### The problem
Return all the entries word for word, minus the pictures.

[Data entries]
.....
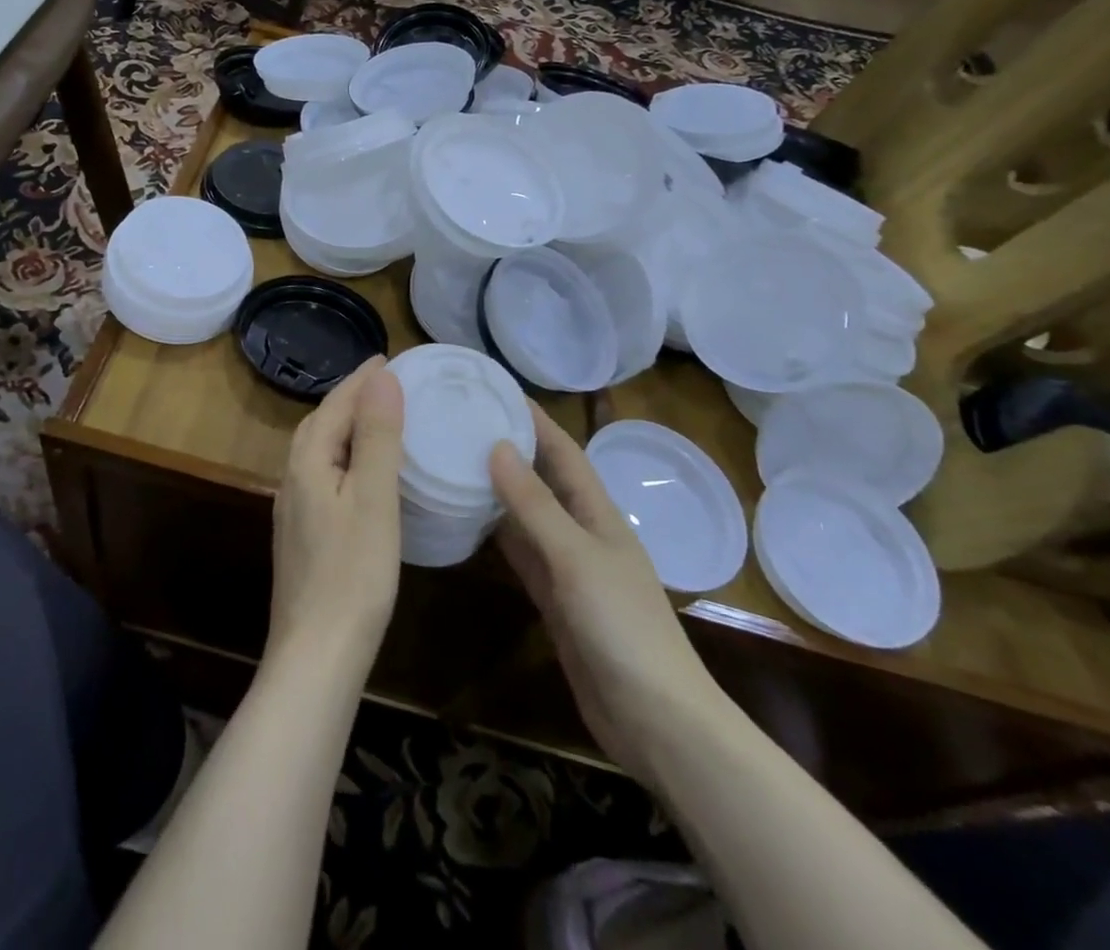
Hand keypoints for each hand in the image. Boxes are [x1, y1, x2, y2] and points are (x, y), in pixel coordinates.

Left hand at [269, 358, 404, 673]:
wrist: (317, 655)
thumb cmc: (353, 573)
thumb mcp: (374, 498)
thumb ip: (377, 436)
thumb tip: (382, 377)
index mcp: (307, 462)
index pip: (334, 404)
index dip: (361, 379)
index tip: (389, 357)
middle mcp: (293, 478)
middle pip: (320, 423)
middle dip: (350, 398)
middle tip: (386, 384)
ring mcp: (295, 510)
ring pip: (320, 451)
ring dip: (347, 427)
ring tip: (380, 420)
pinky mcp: (304, 535)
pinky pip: (324, 476)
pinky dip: (346, 458)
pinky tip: (364, 476)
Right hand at [490, 405, 722, 772]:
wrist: (655, 720)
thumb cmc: (622, 626)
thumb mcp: (575, 557)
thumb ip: (534, 505)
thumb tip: (497, 445)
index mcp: (598, 513)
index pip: (562, 451)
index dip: (534, 419)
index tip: (495, 390)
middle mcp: (581, 532)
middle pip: (541, 479)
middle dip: (509, 449)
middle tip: (461, 422)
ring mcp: (567, 567)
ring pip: (526, 516)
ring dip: (496, 491)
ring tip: (454, 461)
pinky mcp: (552, 600)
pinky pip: (519, 554)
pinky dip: (496, 536)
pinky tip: (466, 522)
.....
### Task response
Hand keypoints for each hand in the image. Boxes are [x1, y1, x2, y2] and points are (x, y), in pixel coordinates.

Left hand at [269, 358, 404, 673]:
wrist: (317, 655)
thumb cmc: (353, 573)
thumb mcp: (374, 498)
thumb ip: (377, 436)
thumb tip: (382, 377)
index mcp: (307, 462)
index pip: (334, 404)
index dip: (361, 379)
index tip: (389, 357)
middle mcp: (293, 478)
middle pip: (320, 423)
middle dip: (350, 398)
middle tip: (386, 384)
ring mcp: (295, 510)
ring pip: (320, 451)
ring dip: (347, 427)
ring tip: (380, 420)
pinky mcp: (304, 535)
pinky pip: (324, 476)
pinky dip: (346, 458)
pinky tip: (364, 476)
Right hand at [490, 405, 722, 772]:
wrist: (655, 720)
thumb cmc: (622, 626)
thumb mcp: (575, 557)
thumb ip: (534, 505)
thumb tip: (497, 445)
index mcp: (598, 513)
index pip: (562, 451)
index dip: (534, 419)
index tip: (495, 390)
middle mcp: (581, 532)
middle pip: (541, 479)
middle dip: (509, 449)
middle tip: (461, 422)
ring mcp: (567, 567)
ring pip: (526, 516)
ring dip: (496, 491)
ring tip: (454, 461)
pinky mcp: (552, 600)
pinky pip: (519, 554)
pinky dip: (496, 536)
pinky tip: (466, 522)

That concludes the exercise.